The data is formatted as num data. This is acceptable, but implies that R doesn’t recognize the data as time-series data. In R you can specify that a series is a time-series, in other words, that there are observations for the same variable but for different time periods. Letting R know that the data is a time-series will help later (with graphing in particular). Redefining series as time-series can be done as shown below. Make sure to amend the code below so that the end year (end=c()) corresponds to the latest year in your dataset (our example uses 2017).

tempdata$Jan <- ts(tempdata$Jan, start=c(1880), end=c(2017), frequency=1) 
tempdata$DJF <- ts(tempdata$DJF, start=c(1880), end=c(2017), frequency=1) 
tempdata$MAM <- ts(tempdata$MAM, start=c(1880), end=c(2017), frequency=1) 
tempdata$JJA <- ts(tempdata$JJA, start=c(1880), end=c(2017), frequency=1) 
tempdata$SON <- ts(tempdata$SON, start=c(1880), end=c(2017), frequency=1) 
tempdata$J.D <- ts(tempdata$J.D, start=c(1880), end=c(2017), frequency=1) 

Note that we placed each of these quarterly series in the relevant middle month. You could do the same for the remaining series, but we will only use the series above in this R walk-through.

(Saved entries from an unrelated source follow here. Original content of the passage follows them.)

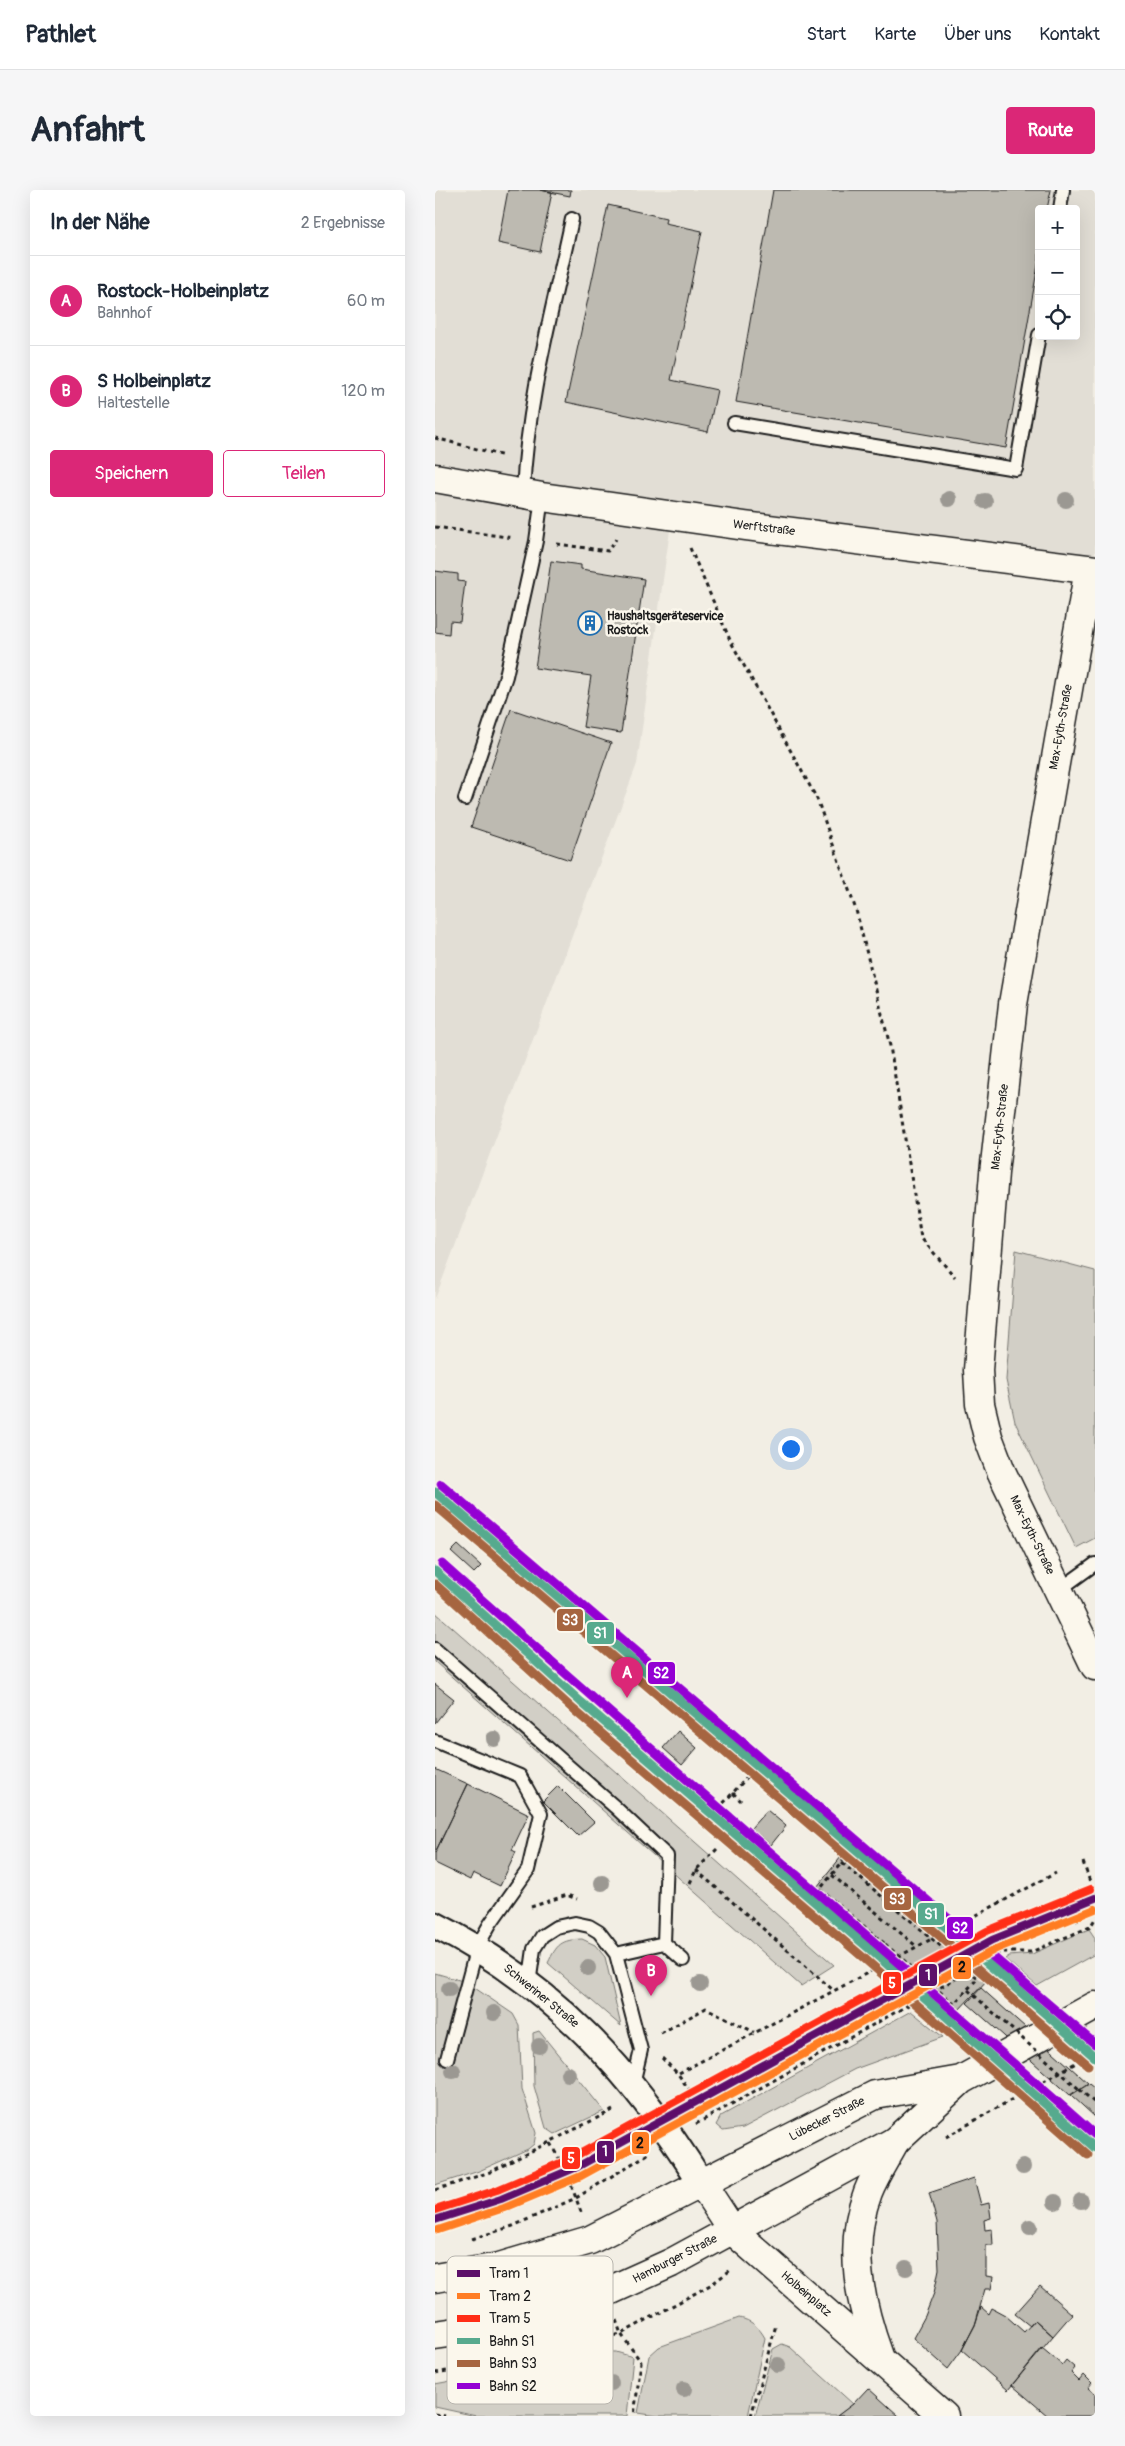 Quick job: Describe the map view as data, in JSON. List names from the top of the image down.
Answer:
{
  "streets": {
    "street": [
      "Werftstraße",
      "Max-Eyth-Straße",
      "Schweriner Straße",
      "Lübecker Straße",
      "Hamburger Straße",
      "Holbeinplatz"
    ]
  },
  "crossings": [
    ["Werftstraße", "Max-Eyth-Straße"],
    ["Lübecker Straße", "Hamburger Straße"],
    ["Lübecker Straße", "Holbeinplatz"],
    ["Hamburger Straße", "Holbeinplatz"]
  ],
  "places": {
    "building": ["Haushaltsgeräteservice Rostock"]
  },
  "lines": [
    "rail line S2",
    "rail line S1",
    "rail line S3",
    "tram line 5",
    "tram line 1",
    "tram line 2"
  ],
  "legend": [
    "Tram 1",
    "Tram 2",
    "Tram 5",
    "Bahn S1",
    "Bahn S3",
    "Bahn S2"
  ],
  "page": {
    "header": "Pathlet",
    "nav": [
      "Start",
      "Karte",
      "Über uns",
      "Kontakt"
    ],
    "buttons": [
      "Route",
      ["Speichern", "Teilen"]
    ],
    "title": "Anfahrt",
    "heading": ["In der Nähe", "2 Ergebnisse"],
    "map_buttons": ["+", "−"],
    "list": [
      {
        "mark": "A",
        "name": "Rostock-Holbeinplatz",
        "note": "Bahnhof",
        "value": "60 m"
      },
      {
        "mark": "B",
        "name": "S Holbeinplatz",
        "note": "Haltestelle",
        "value": "120 m"
      }
    ],
    "pins": ["A", "B"]
  }
} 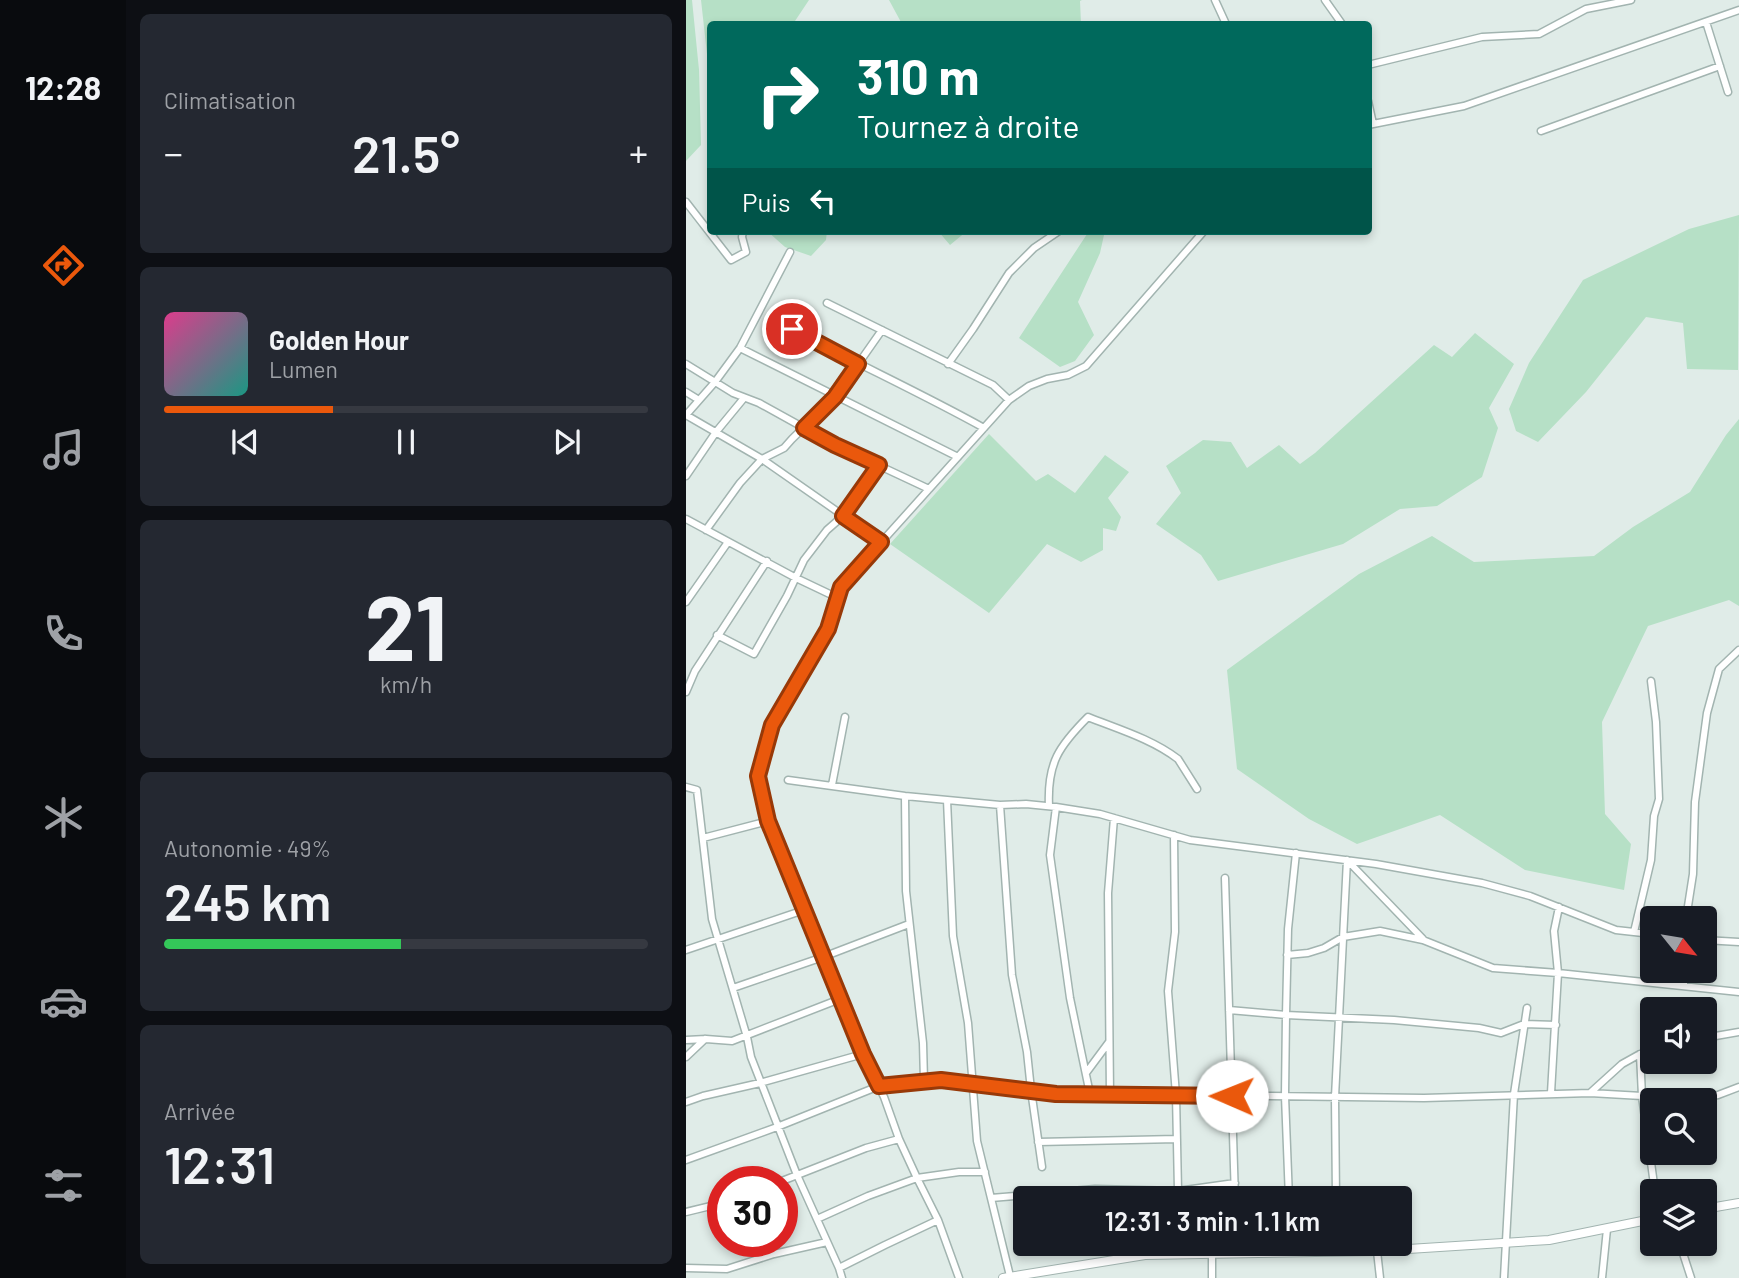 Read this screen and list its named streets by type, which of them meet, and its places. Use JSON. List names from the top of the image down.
{
  "north": "bottom right",
  "page": {
    "tabs": "12:28",
    "tile": [
      "Climatisation",
      ["21", "km/h"],
      ["Autonomie · 49%", "245 km"],
      ["Arrivée", "12:31"]
    ],
    "turn": ["310 m", "Tournez à droite"],
    "heat": ["−", "21.5°", "+"],
    "then": "Puis",
    "song": ["Golden Hour", "Lumen"],
    "limit": "30",
    "trip": "12:31 · 3 min · 1.1 km"
  }
} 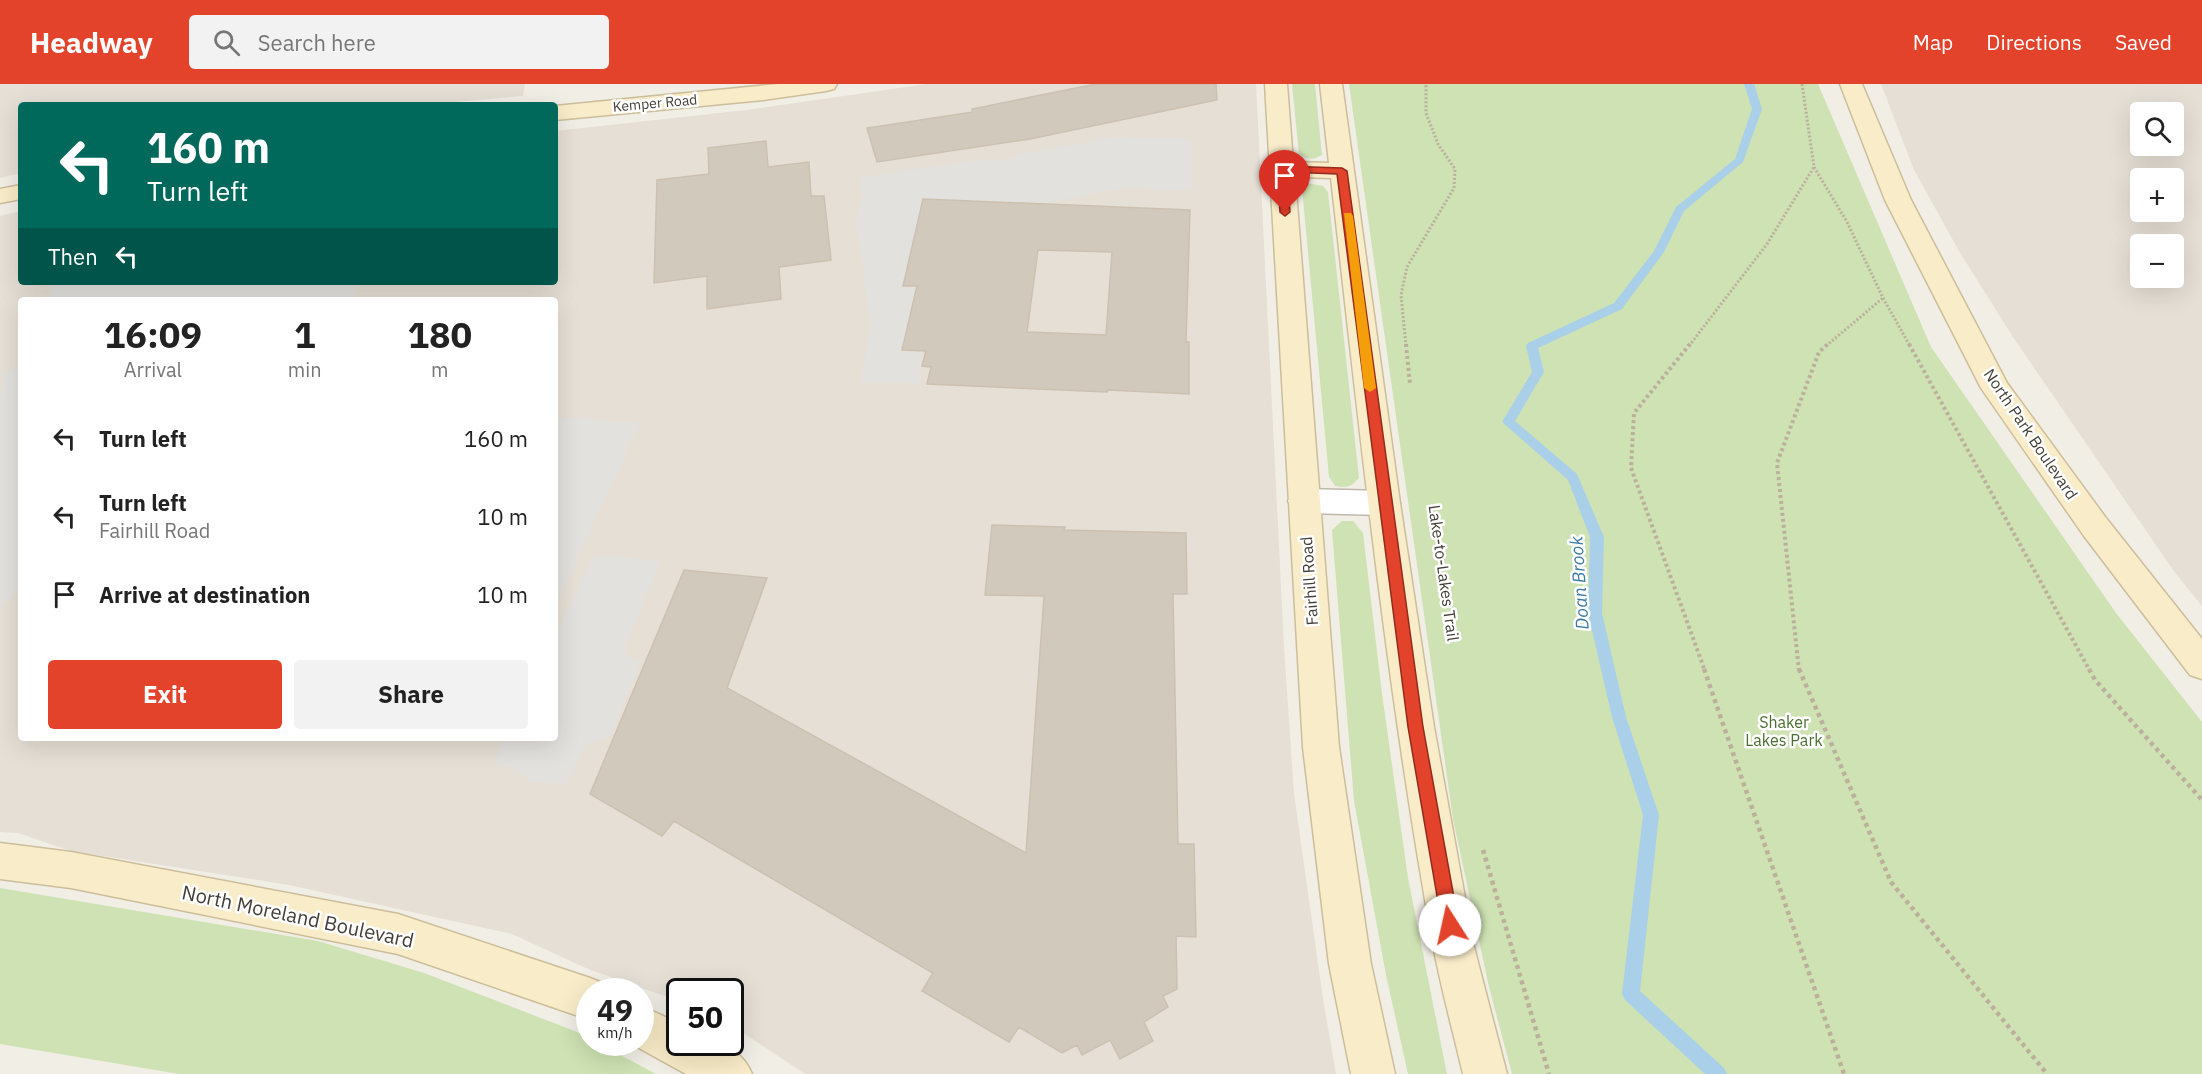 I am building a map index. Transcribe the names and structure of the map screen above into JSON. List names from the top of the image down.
{
  "streets": {
    "main road": [
      "Kemper Road",
      "North Park Boulevard",
      "Fairhill Road",
      "North Moreland Boulevard"
    ]
  },
  "water": ["Doan Brook"],
  "parks": ["Shaker Lakes Park"],
  "page": {
    "header": "Headway",
    "search": "Search here",
    "nav": ["Map", "Directions", "Saved"],
    "map_buttons": ["+", "−"],
    "turn": ["160 m", "Turn left"],
    "then": "Then",
    "eta": [
      "16:09",
      "Arrival",
      "1",
      "min",
      "180",
      "m"
    ],
    "list": [
      {
        "name": "Turn left",
        "value": "160 m"
      },
      {
        "name": "Turn left",
        "note": "Fairhill Road",
        "value": "10 m"
      },
      {
        "name": "Arrive at destination",
        "value": "10 m"
      }
    ],
    "buttons": ["Exit", "Share"],
    "speed": "49 km/h",
    "limit": "50"
  }
}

To draw a line chart for the years 1880–2016, we use R’s plot function. The title on the next line adds a title to the chart, and the axis draws horizontal and vertical axes according to our specifications. The following code uses data for January as an example.

plot(tempdata$Jan,type="l",col="blue", lwd = 2, # Set line width and colour
     ylab="Annual temperature anomalies", xlab="Year")
title("Average temperature anomaly in January \n in the northern hemisphere (1880-2016)")  # \n creates a line break
abline(h=0,col="darkorange2",lwd = 2) # Add a horizontal line (at y=0)
text(2000,-0.1,"1951-1980 average") # Add a label to the horizontal line

Northern hemisphere January temperatures (1880–2016).

Figure 1.2 Northern hemisphere January temperatures (1880–2016).

Try different values for type and col in the plot command to figure out what these options do (some online research could help). xlab and ylab define the respective axis titles.

It is important to remember that all axis and chart titles should be enclosed in quotation marks (""), as well as any words that are not options (for example, colour names or filenames).

  1. The columns labelled DJF, MAM, JJA, and SON contain seasonal averages (means). For example, the MAM column contains the average of the March, April, and May columns for each year. Plot a separate line chart for each season, using average temperature anomaly for that season on the vertical axis and time (1880–2016) on the horizontal axis.
  1. The column labelled JD contains the average temperature anomaly for each year.

R walk-through 1.3 Producing a line chart for the annual temperature anomalies

This is where the power of programming languages comes into play. Take the code used in R walk-through 1.2 and replace the variable name Jan with the name for the annual variable (J.D).

plot(tempdata$J.D,type="l",col="blue",lwd = 2,   # Set line width and colour
     ylab="Annual temperature anomalies", xlab="Year")
title("Average annual temperature anomaly \n in the northern hemisphere (1880-2016)")  # \n creates a line break
abline(h=0,col="darkorange2",lwd = 2) # Add a horizontal line (at y=0)
text(2000,-0.1,"1951-1980 average") # Add a label to the horizontal line

Northern hemisphere annual temperatures (1880–2016).

Figure 1.3 Northern hemisphere annual temperatures (1880–2016).

  1. You now have charts for three different time intervals: month, season, and year. For each time interval, discuss what we can learn about patterns in temperature over time that we might not be able to learn from the charts of other time intervals.
  1. Compare your chart from Question 4 to Figure 1.4, which also shows the behaviour of temperature over time using data taken from the National Academy of Sciences.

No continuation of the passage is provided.